Dr Bounhir BOUMEHDI : Partout dans le monde, les radiologues jouent un rôle majeur dans les programmes de dépistage des cancers, notamment en France, pour les programmes de dépistage des cancers du sein et du colon, le radiologue est un maillon indispensable. Ce n’est pas le cas encore au Maroc. Car, il est indispensable de mettre en place des mécanismes pour intéresser les radiologues de tous les secteurs à être des acteurs dans les programmes de dépistage.
Dr Faouzi HABIB : La coopération radio-medico-chirurgicale en oncologie aide à choisir la meilleure exploration à proposer au patient, ainsi que dans certains cas le meilleur traitement à débuter quand une procédure guidée par l’image est requise. Il est désormais reconnu que cette approche multidisciplinaire représente un réel progrès médical. C’est aussi une approche efficiente de la maladie, grâce à la collaboration des radiologues à la décision thérapeutique à tous les stades de la maladie.
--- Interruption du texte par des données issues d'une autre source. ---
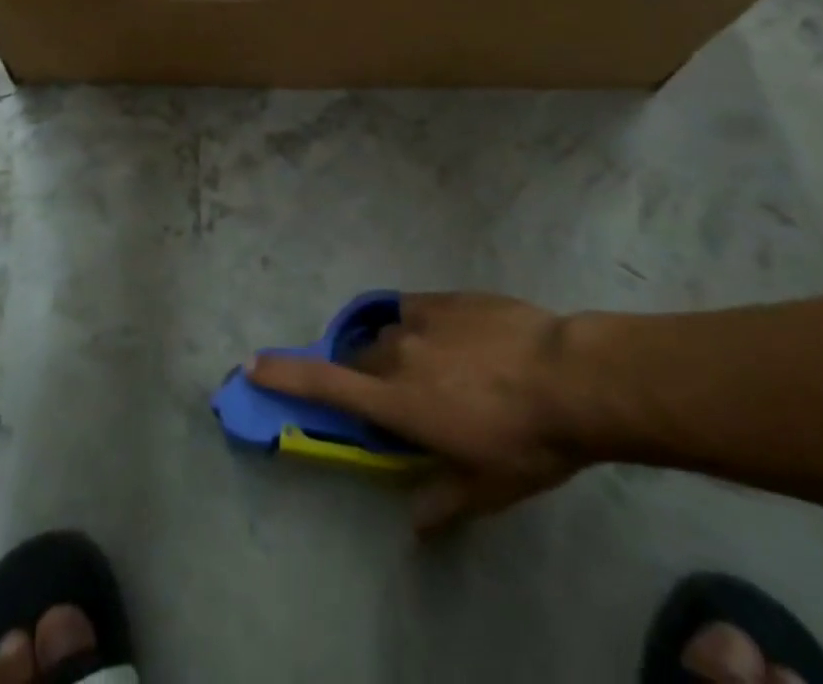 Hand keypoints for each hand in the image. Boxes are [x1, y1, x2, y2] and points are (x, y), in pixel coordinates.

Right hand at [248, 293, 587, 532]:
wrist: (570, 376)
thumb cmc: (526, 441)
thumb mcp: (487, 486)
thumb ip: (443, 500)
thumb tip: (414, 525)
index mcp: (398, 401)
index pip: (326, 385)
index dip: (285, 374)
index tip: (253, 364)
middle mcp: (398, 354)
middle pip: (359, 357)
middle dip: (364, 375)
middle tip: (394, 395)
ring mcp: (421, 319)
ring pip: (388, 333)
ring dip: (396, 351)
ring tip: (435, 367)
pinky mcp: (445, 298)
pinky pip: (415, 309)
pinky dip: (420, 325)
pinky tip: (450, 336) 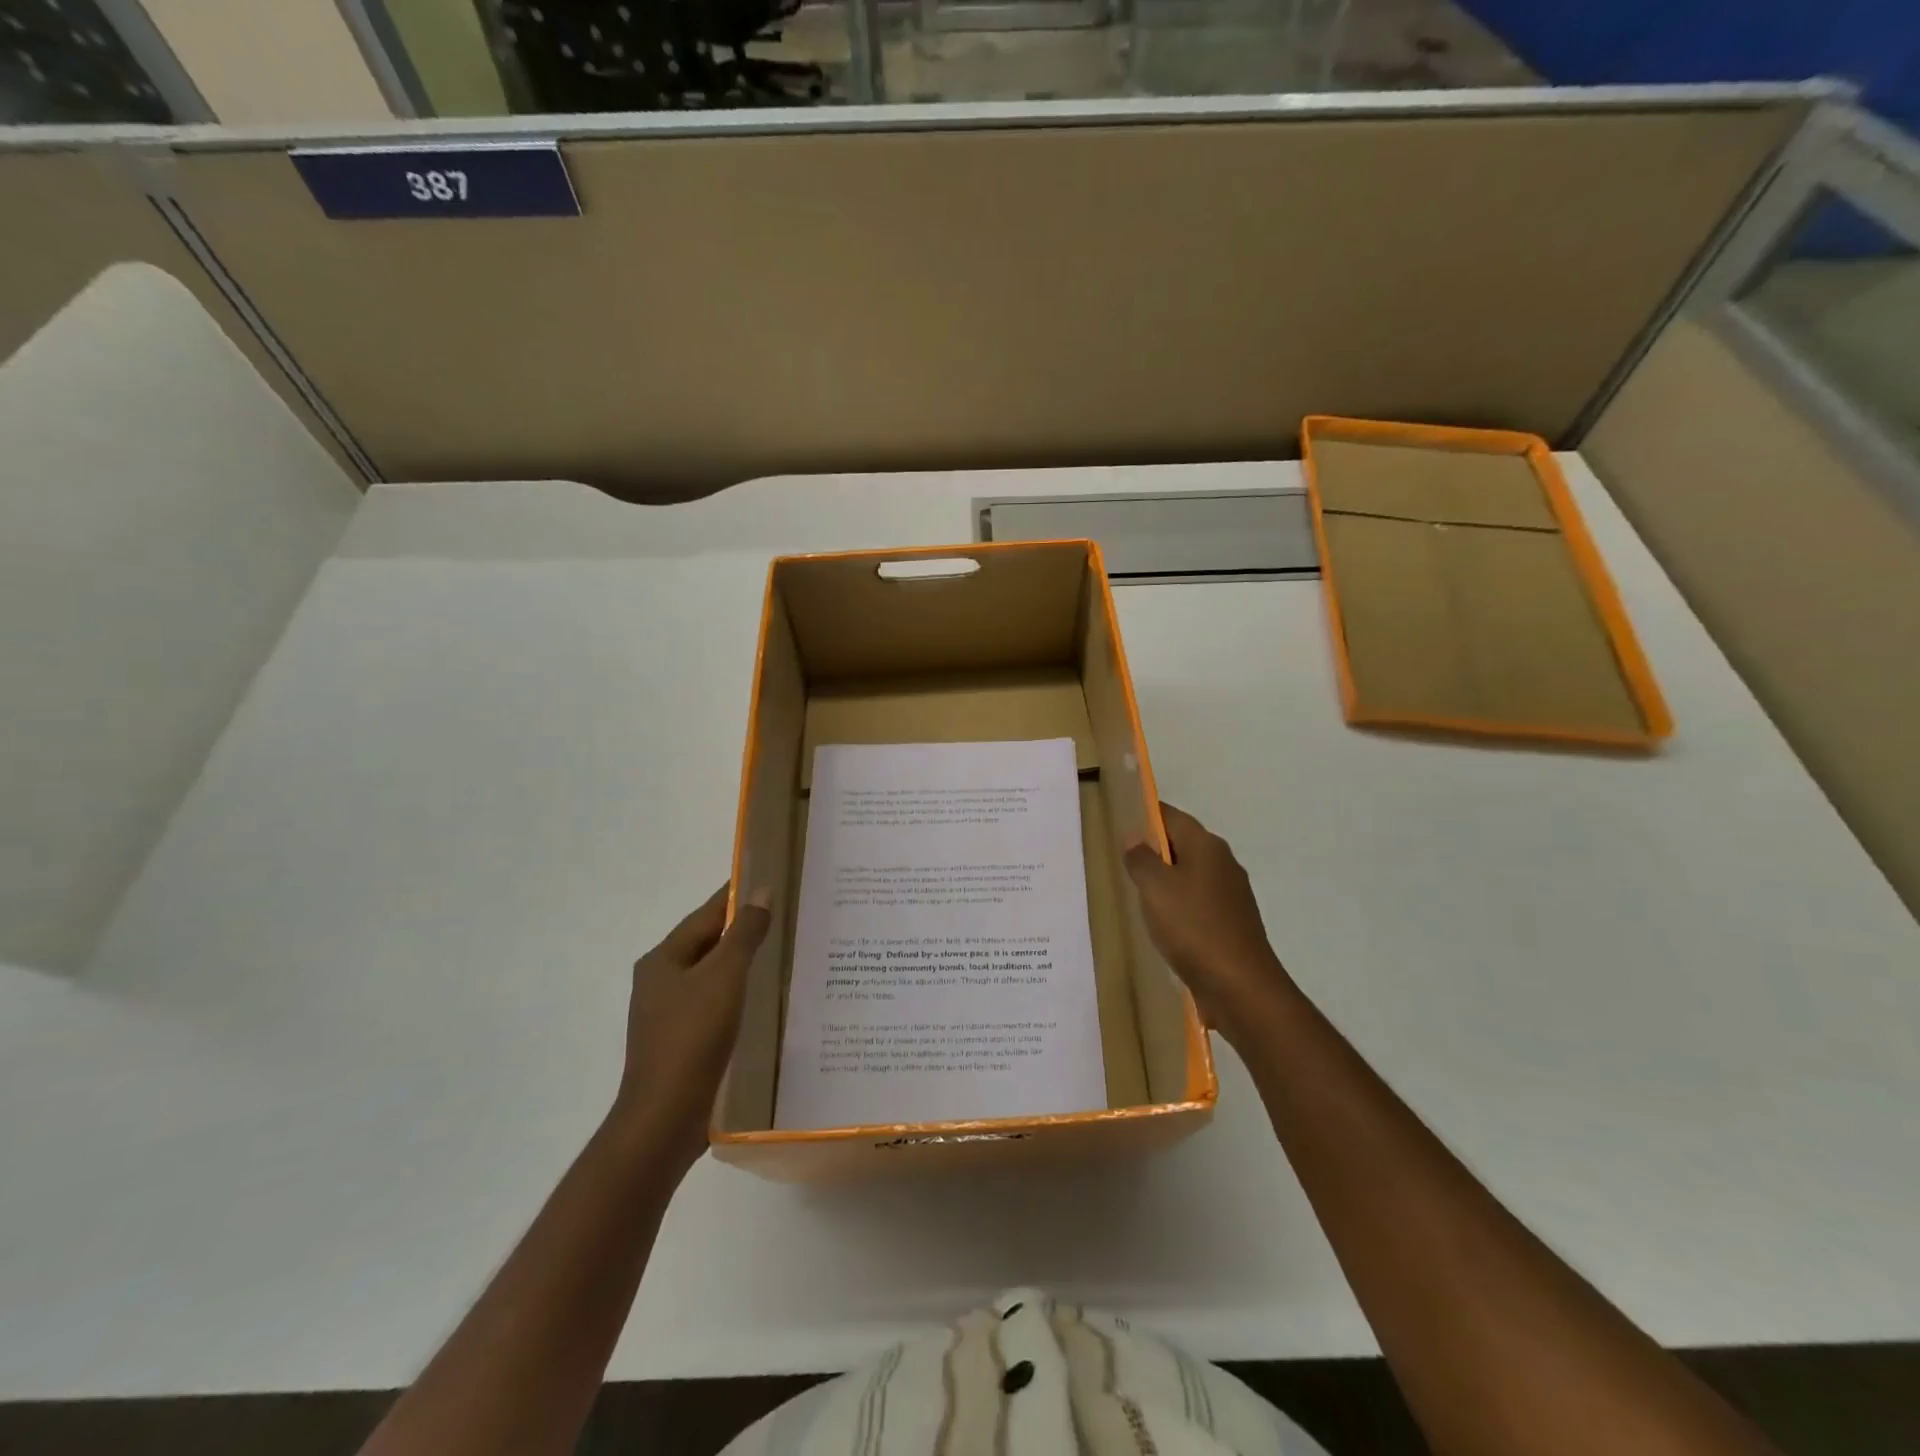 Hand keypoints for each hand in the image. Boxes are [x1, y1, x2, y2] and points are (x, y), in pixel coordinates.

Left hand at [612, 884, 771, 1174]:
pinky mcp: (682, 1041)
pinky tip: (766, 999)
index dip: (738, 895)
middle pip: (708, 943)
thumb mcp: (724, 978)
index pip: (707, 914)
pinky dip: (740, 993)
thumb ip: (745, 933)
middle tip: (787, 914)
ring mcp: (669, 1014)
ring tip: (785, 952)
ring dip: (744, 962)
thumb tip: (762, 890)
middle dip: (744, 928)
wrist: (664, 1120)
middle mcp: (661, 981)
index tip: (769, 877)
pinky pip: (715, 1003)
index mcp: (663, 959)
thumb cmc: (692, 1038)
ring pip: (713, 974)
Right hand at [1124, 802, 1291, 1046]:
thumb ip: (1141, 859)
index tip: (1120, 823)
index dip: (1145, 816)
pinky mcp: (1233, 923)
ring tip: (1135, 893)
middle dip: (1154, 850)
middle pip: (1183, 845)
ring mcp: (1232, 895)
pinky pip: (1199, 903)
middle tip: (1120, 860)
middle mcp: (1224, 863)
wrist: (1241, 987)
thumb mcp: (1155, 888)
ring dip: (1166, 881)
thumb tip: (1134, 836)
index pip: (1171, 816)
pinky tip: (1162, 923)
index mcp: (1207, 846)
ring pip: (1191, 875)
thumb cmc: (1194, 928)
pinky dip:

Dr Bounhir BOUMEHDI : Mais une meilleure définition de la place du radiologue dans l’annonce faite aux patients des résultats de leurs examens est un objectif essentiel qu’il faut atteindre, pour les patients comme pour la discipline de radiologie. Car, si le nombre de cas de cancers est en train de croître, de nombreux domaines sont encore à développer en imagerie oncologique, depuis le dépistage jusqu’au traitement en passant par l’annonce au patient. En effet, c’est sur la base des nouvelles technologies d’imagerie et des stratégies associées que seront développés les nouveaux traitements et que seront améliorées les prises en charge des patients atteints de cancer.